Thermal drift; thermally induced errors; thermal states; spatial thermal gradients and hot spots


TECHNICAL PAPERS

Synthesization of thermally induced errors in coordinate measuring machines

Valdés R. A.; B. Di Giacomo; F. T. Paziani

Escola de Engenharia de São Carlos; Av. Trabalhador Sãocarlense N.400, Centro; 13566-590 São Carlos, SP. Brazil; arvaldes@sc.usp.br; bgiacomo@sc.usp.br; fpaziani@sc.usp.br

ABSTRACT

This work presents the equations for the components of the volumetric error of a Coordinate Measuring Machine (CMM) considering thermal influences. These equations were applied to a moving bridge CMM and combines homogeneous transformations, regression techniques and least squares algorithm. The magnitudes of both the geometric errors and its thermally induced variations were collected by means of a Laser interferometric system, a mechanical square and an electronic level. Simultaneously, temperature values were monitored using T-type Copper-Constantan thermocouples. From the proposed model, components of the volumetric errors were synthesized. Results are discussed and compared to the ones obtained from measurement sets of a ring gauge. It was verified that the model presented an excellent ability to predict volumetric error of the CMM. Errors of about 10µm in magnitude were reduced by at least 75%, while for errors greater than 10µm, the efficiency of the model was 90%.

Keywords: Thermal drift, thermally induced errors, thermal states, spatial thermal gradients and hot spots.

Introduction

The manufacturing of products within smaller tolerances and in larger quantities has impelled the necessity of developing faster, more accurate, flexible and reliable quality control approaches. To accomplish these objectives, Coordinate Measuring Machines can be employed. Despite their known advantages, the working performance of CMMs is limited by several factors that take action simultaneously, combining themselves in a complex manner over the entire working volume, producing volumetric errors.

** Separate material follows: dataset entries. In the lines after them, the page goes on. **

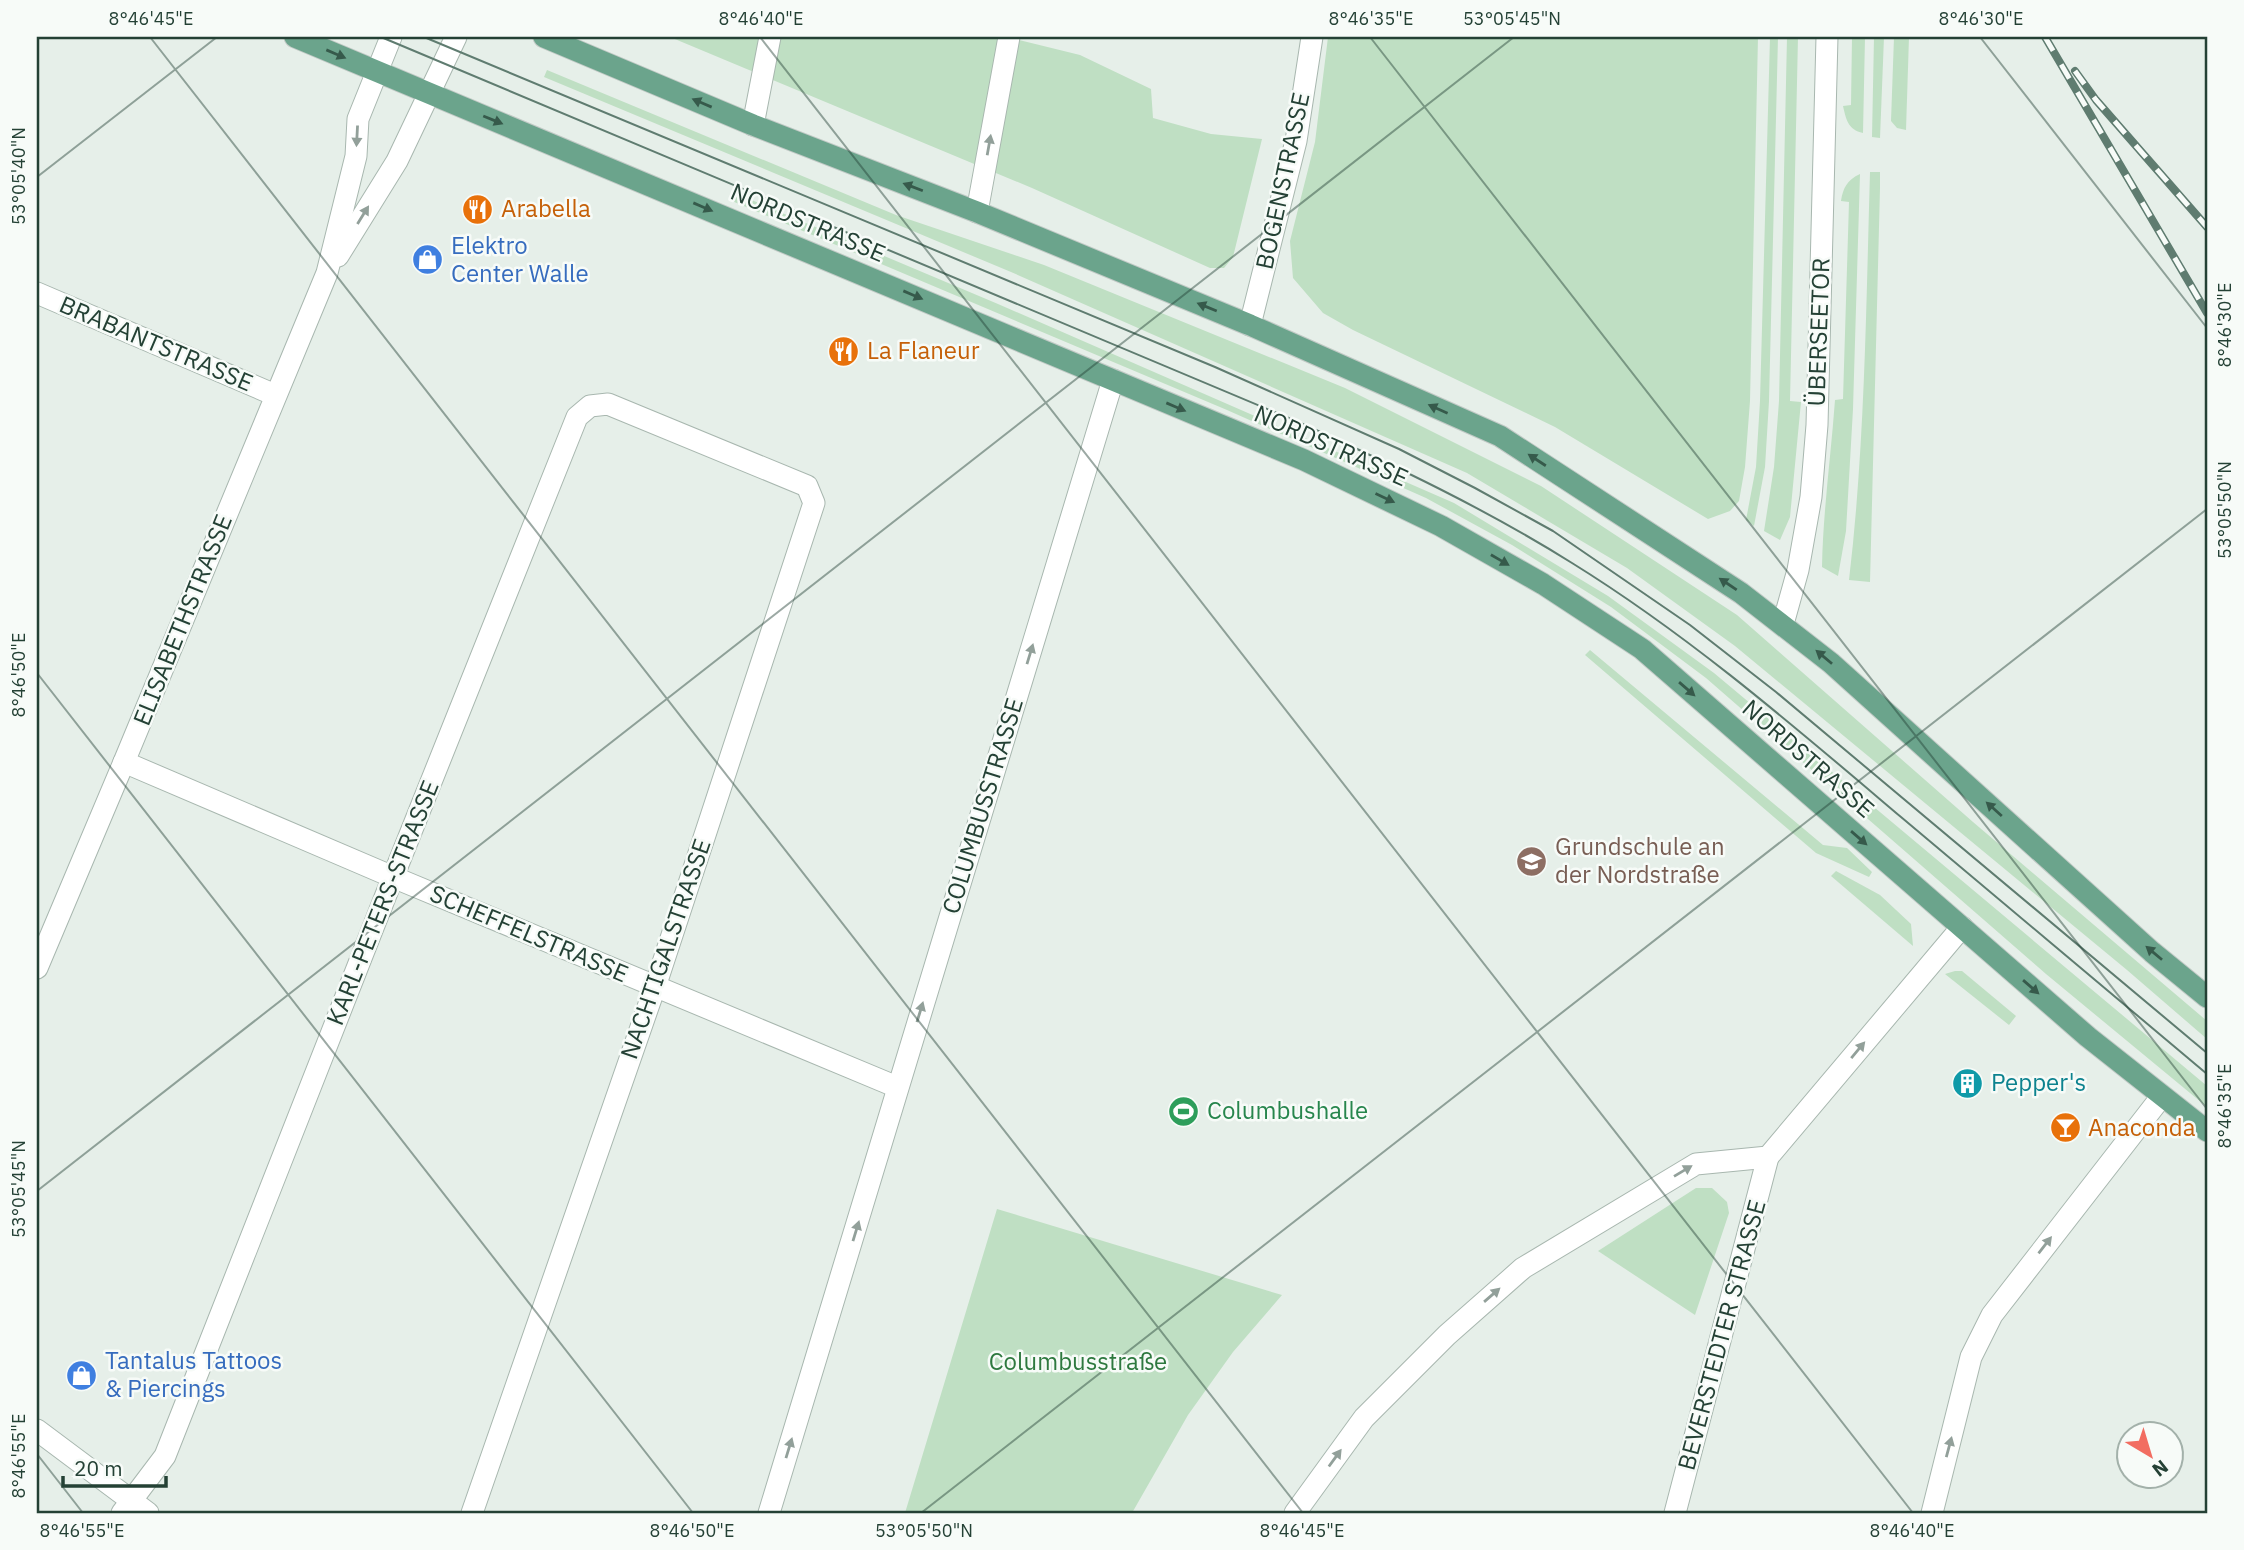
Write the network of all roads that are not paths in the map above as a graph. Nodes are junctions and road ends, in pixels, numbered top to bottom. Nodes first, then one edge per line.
1 (295, 37) edge
2 (391, 37) edge
3 (456, 37) edge
4 (547, 37) edge
5 (770, 37) edge
6 (1009, 37) edge
7 (1312, 37) edge
8 (1827, 37) edge
9 (377, 71) junction
10 (429, 94) junction
11 (753, 125) junction
12 (977, 212) junction
13 (327, 273) junction
14 (37, 293) edge
15 (1251, 325) junction
16 (1113, 380) junction
17 (275, 395) junction
18 (707, 445) joint
19 (1783, 624) junction
20 (124, 762) junction
21 (393, 877) junction
22 (1962, 927) junction
23 (37, 968) edge
24 (654, 987) junction
25 (2207, 997) edge
26 (897, 1087) junction
27 (2162, 1096) junction
28 (2207, 1131) edge
29 (1768, 1157) junction
30 (37, 1430) edge
31 (134, 1509) edge
32 (472, 1513) edge
33 (769, 1513) edge
34 (1295, 1513) edge
35 (1675, 1513) edge
36 (1932, 1513) edge

1 -> 9 main road, NORDSTRASSE
2 - 9 street, ELISABETHSTRASSE
3 - 10 street, ELISABETHSTRASSE
11 -> 4 main road
5 - 11 street
12 -> 6 street
7 - 15 street, BOGENSTRASSE
8 - 19 street, ÜBERSEETOR
9 - 10 main road, NORDSTRASSE
9 -> 13 street, ELISABETHSTRASSE
13 -> 10 street, ELISABETHSTRASSE
10 -> 16 main road, NORDSTRASSE
12 -> 11 main road
15 -> 12 main road
13 - 17 street, ELISABETHSTRASSE
14 - 17 street, BRABANTSTRASSE
19 -> 15 main road
16 -> 22 main road, NORDSTRASSE
26 -> 16 street, COLUMBUSSTRASSE
17 - 20 street, ELISABETHSTRASSE
18 - 21 street, KARL-PETERS-STRASSE
18 - 24 street, NACHTIGALSTRASSE
25 -> 19 main road
20 - 21 street, SCHEFFELSTRASSE
20 - 23 street, ELISABETHSTRASSE
21 - 24 street, SCHEFFELSTRASSE
21 - 31 street, KARL-PETERS-STRASSE
22 -> 27 main road, NORDSTRASSE
29 -> 22 street
24 - 26 street, SCHEFFELSTRASSE
24 - 32 street, NACHTIGALSTRASSE
33 -> 26 street, COLUMBUSSTRASSE
27 - 28 main road, NORDSTRASSE
36 -> 27 street
34 -> 29 street
29 - 35 street, BEVERSTEDTER STRASSE
30 - 31 street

Geometric errors compose the most representative fraction of the volumetric error (Bosch, 1995). These errors derive from the geometric deviations of different components of the CMM and emerge during the motion of the coordinate axes due to components interaction, affecting on the relative positioning between probe and part, altering the measurement result.1

In order to study geometric errors, the CMM moving elements are assumed as rigid bodies. The position of a rigid body in space can be defined by six degrees of freedom. Since each degree of freedom can be associated to an error, six geometric errors are associated to each preferential axis of the CMM, specifically, one position error, two straightness errors and three rotation errors (pitch, yaw and roll), summing up a total number of 18 geometric errors. Three more errors must be added due to the impossibility of arranging three perfectly orthogonal axes, namely orthogonal errors, which depend on the relation between components. Therefore, a full amount of 21 errors can be determined from three axis Cartesian CMMs.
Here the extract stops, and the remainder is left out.